3. On Administration Password Revisions, locate and select the user ID that you want to change. In this example, the selected user ID is PRODDTA.

   
   

4. On Administration Password Revisions, enter the new password and verify it.

5. Exit the security application to save your changes.

C.12 Changing the User Password in the Database

To change the user password in the database, execute the following SQL statement as the sysdba user on the ovsorcl database:

alter <user> sys identified by <new password>;

Substitute the <user> with the user id and <new password> with the new password.

C.13 Working with the Oracle Business Intelligence Publisher Schema Password

There are two database schemas associated with Oracle Business Intelligence Publisher (BI Publisher), MDS and BIPLATFORM. These schemas are created with a prefix during the Repository Creation Utility (RCU) process.

There are two steps to change these passwords:

• Section C.13.1, "Step 1: Modify the Schema Password from the Database"

• Section C.13.2, "Step 2: Modify the Data Source Connection Information from the WebLogic Administration Console"

C.13.1 Step 1: Modify the Schema Password from the Database

To modify the schema password from the database:

1. Use sqlplus to log on to the database as the sysdba user.

2. Enter the following commands to update the password:

     alter user prefix_MDS identified by <new_password>;
           alter user prefix_BIPLATFORM identified by <new_password>;
           commit;
   

C.13.2 Step 2: Modify the Data Source Connection Information from the WebLogic Administration Console

To modify the data source connection information from the WebLogic Administration Console:

1. Log on to the WebLogic Administration Console.

2. Select Data Sources from Services.

   
   

3. From the list of Data Sources, click on the name the mds-owsm data source in order to display the Settings.

   
   

4. On Settings for mds-owsm, select the Connection Pool tab.
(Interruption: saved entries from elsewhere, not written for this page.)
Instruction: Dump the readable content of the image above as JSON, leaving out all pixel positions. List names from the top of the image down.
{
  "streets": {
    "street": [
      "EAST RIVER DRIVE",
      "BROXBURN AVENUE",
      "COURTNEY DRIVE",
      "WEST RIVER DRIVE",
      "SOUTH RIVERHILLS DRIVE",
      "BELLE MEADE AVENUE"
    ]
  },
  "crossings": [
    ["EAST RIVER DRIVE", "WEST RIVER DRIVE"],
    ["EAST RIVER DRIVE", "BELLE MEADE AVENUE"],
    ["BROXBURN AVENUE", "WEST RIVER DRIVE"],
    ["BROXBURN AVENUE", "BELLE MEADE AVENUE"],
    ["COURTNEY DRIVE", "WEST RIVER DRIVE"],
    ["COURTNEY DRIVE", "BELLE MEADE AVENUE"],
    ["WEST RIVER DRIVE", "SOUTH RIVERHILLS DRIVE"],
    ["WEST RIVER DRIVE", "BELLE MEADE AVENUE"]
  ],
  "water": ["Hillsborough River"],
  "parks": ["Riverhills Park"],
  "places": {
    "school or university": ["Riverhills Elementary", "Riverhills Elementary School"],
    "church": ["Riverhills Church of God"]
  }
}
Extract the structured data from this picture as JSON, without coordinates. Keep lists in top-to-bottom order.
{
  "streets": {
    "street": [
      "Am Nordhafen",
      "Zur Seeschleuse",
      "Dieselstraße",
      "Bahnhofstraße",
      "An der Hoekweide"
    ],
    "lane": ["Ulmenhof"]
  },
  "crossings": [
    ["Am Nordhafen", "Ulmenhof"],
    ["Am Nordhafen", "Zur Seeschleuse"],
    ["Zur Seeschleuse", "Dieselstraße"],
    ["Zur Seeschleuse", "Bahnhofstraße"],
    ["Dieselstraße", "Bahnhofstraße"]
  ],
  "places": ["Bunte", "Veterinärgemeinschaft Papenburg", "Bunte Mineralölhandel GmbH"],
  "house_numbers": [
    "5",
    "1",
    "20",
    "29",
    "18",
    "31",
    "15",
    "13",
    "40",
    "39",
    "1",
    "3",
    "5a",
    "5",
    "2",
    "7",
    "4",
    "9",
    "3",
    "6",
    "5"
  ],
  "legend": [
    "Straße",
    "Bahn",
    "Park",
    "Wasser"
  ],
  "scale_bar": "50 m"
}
5. Click the Lock and Edit button.

   Caution:

   Ensure the schema that you are editing (prefix_MDS or prefix_BIPLATFORM), if they have different password.

6. Enter the new password in the Password and Confirm Password fields.

7. Repeat Steps 3 through 6 above for both of these data sources:

   EPMSystemRegistry

   bip_datasource

8. Click the Activate Changes button.

9. You must restart all servers for the changes to take affect.